Gallimard publie ce jeudi la correspondance croisée des époux Saint-Exupéry. 160 lettres et télégrammes en grande majorité inédits, envoyés entre 1930 et 1944, qui révèlent la relation d'amour, passionnelle mais bien souvent orageuse, qui unissait Antoine et Consuelo.

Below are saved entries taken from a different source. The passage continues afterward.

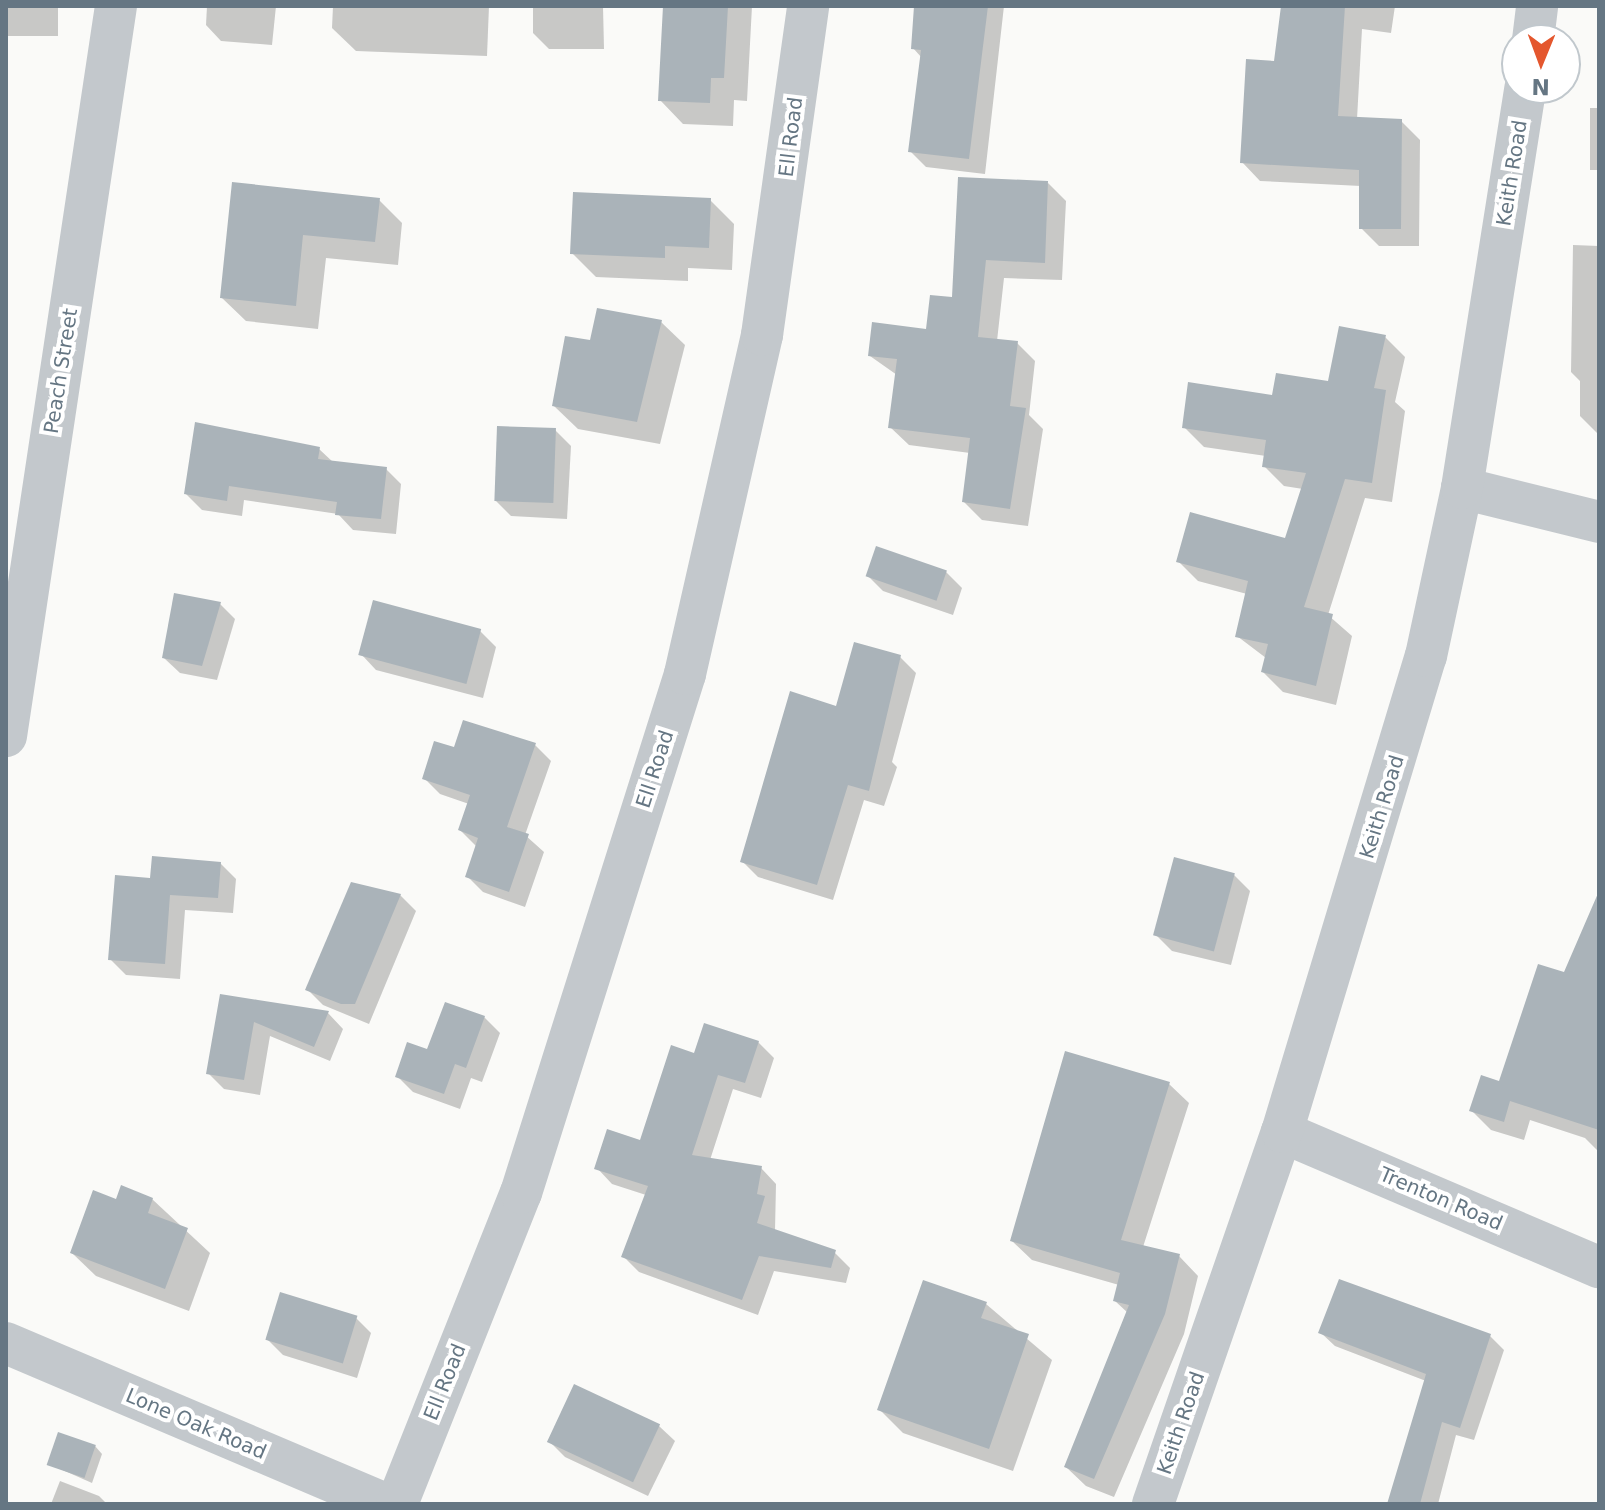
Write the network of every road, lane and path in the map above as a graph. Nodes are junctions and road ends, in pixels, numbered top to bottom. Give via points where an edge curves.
1 (116, 6) edge
2 (808, 6) edge
3 (1522, 104) edge
4 (1462, 488) junction
5 (1593, 517) edge
6 (6, 736) edge
7 (1282, 1132) junction
8 (1599, 1267) edge
9 (6, 1343) edge
10 (386, 1504) edge
11 (397, 1504) edge
12 (1153, 1504) edge

1 - 6 street, Peach Street
2 - 11 street, Ell Road via 762,335 685,674 521,1193
3 - 4 street, Keith Road
4 - 5 street
4 - 7 street, Keith Road via 1426,656
7 - 8 street, Trenton Road
7 - 12 street, Keith Road
9 - 10 street, Lone Oak Road

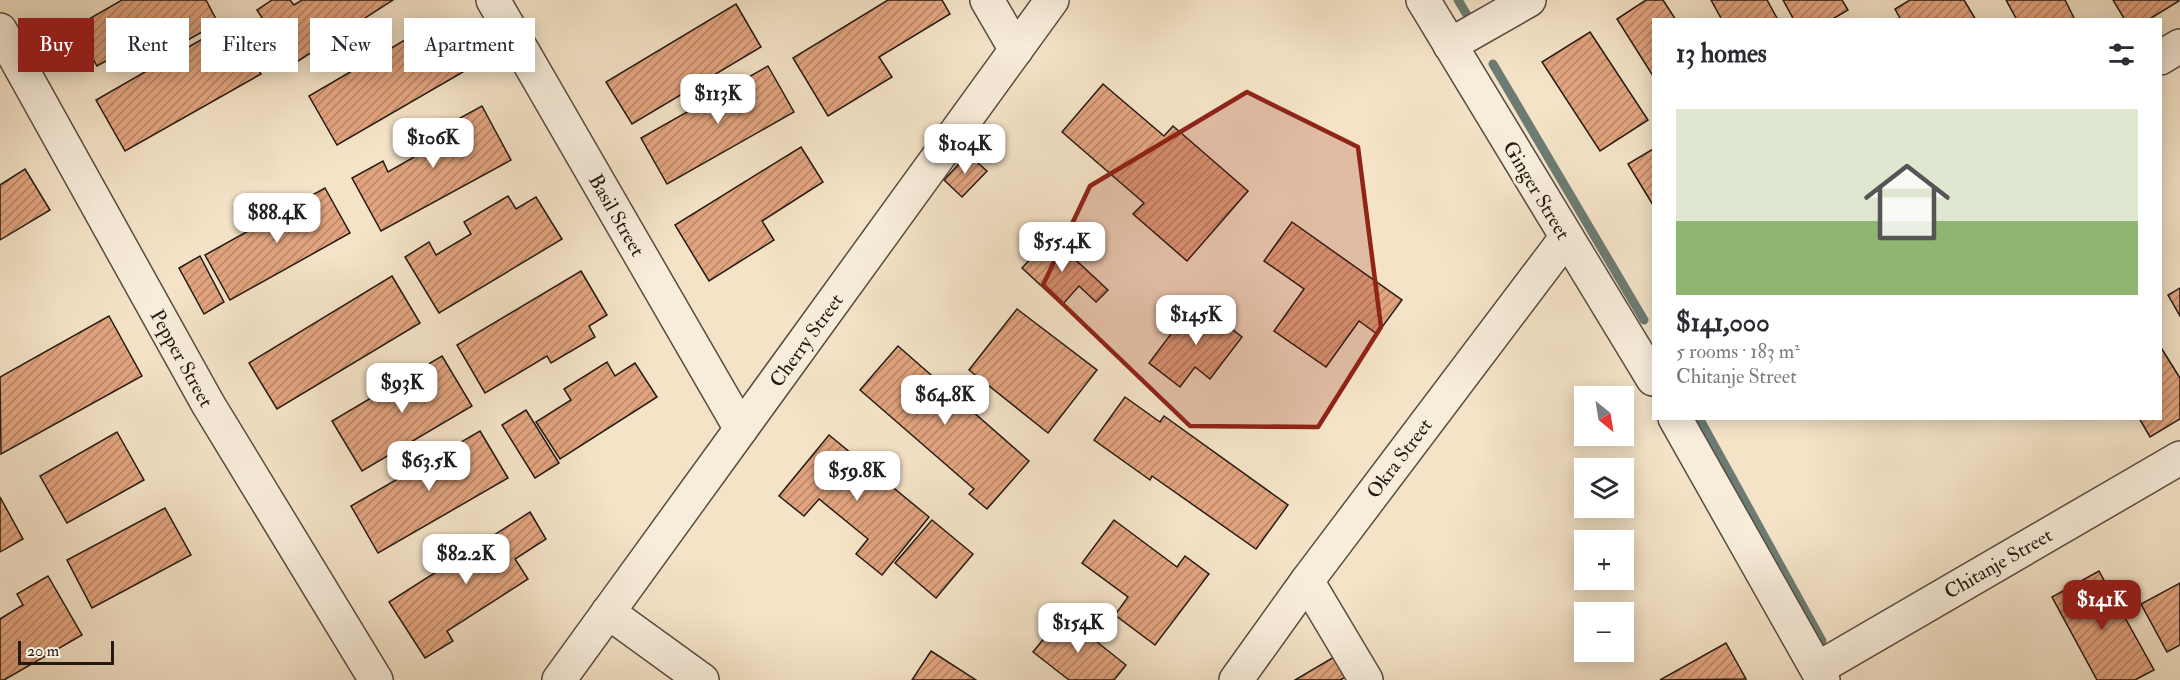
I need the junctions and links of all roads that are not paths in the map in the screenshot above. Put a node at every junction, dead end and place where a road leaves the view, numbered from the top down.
1 (493, 0) edge
2 (987, 0) edge
3 (1052, 0) edge
4 (1423, 0) edge
5 (1528, 0) edge
6 (0, 30) edge
7 (1450, 45) junction
8 (2180, 46) edge
9 (1016, 50) junction
10 (2162, 57) edge
11 (1566, 238) junction
12 (1649, 362) edge
13 (1677, 420) edge
14 (741, 429) junction
15 (2180, 458) edge
16 (1306, 581) junction
17 (608, 612) junction
18 (1820, 674) edge
19 (376, 680) edge
20 (559, 680) edge
21 (702, 680) edge
22 (1236, 680) edge
23 (1366, 680) edge

1 - 14 street, Basil Street
2 - 9 street
3 - 9 street, Cherry Street
4 - 7 street, Ginger Street
5 - 7 street
6 - 19 street, Pepper Street
7 - 11 street, Ginger Street
8 - 10 street
9 - 14 street, Cherry Street
11 - 12 street, Ginger Street
11 - 16 street, Okra Street
13 - 18 street
14 - 17 street, Cherry Street
15 - 18 street, Chitanje Street
16 - 22 street, Okra Street
16 - 23 street
17 - 20 street, Cherry Street
17 - 21 street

Ce sont quatorze années d’échanges intimes qui sont exhumés dans le Correspondance (1930-1944) publié chez Gallimard ce jeudi. Quatorze années durant lesquelles Antoine et Consuelo de Saint-Exupéry, deux personnalités entières et engagées, donnent à lire, à travers 160 lettres et télégrammes, le récit de leur relation tumultueuse, passionnelle mais souvent orageuse, qui débuta en 1930 à Buenos Aires, en Argentine, où le couple se rencontre. Dans sa première lettre envoyée à Consuelo, Antoine de Saint-Exupéry évoque ce coup de foudre : "Il était une fois un enfant qui avait découvert un trésor. Mais ce trésor était trop beau pour un enfant dont les yeux ne savaient pas bien le comprendre ni les bras le contenir. Alors l'enfant devient mélancolique." Pour Alban Cerisier, éditeur de cette correspondance, cette première lettre, rédigée douze à treize ans avant l'écriture du Petit Prince, "exprime assez bien à quel point il y a la recherche d'une forme de pureté, de lumière dans l'amour. Cette métaphore revient en permanence dans la correspondance mais elle vient aussi en contradiction avec cette difficulté d'aimer. Il y a la difficulté de construire une relation apaisée et finalement cette relation ne sera jamais totalement apaisée".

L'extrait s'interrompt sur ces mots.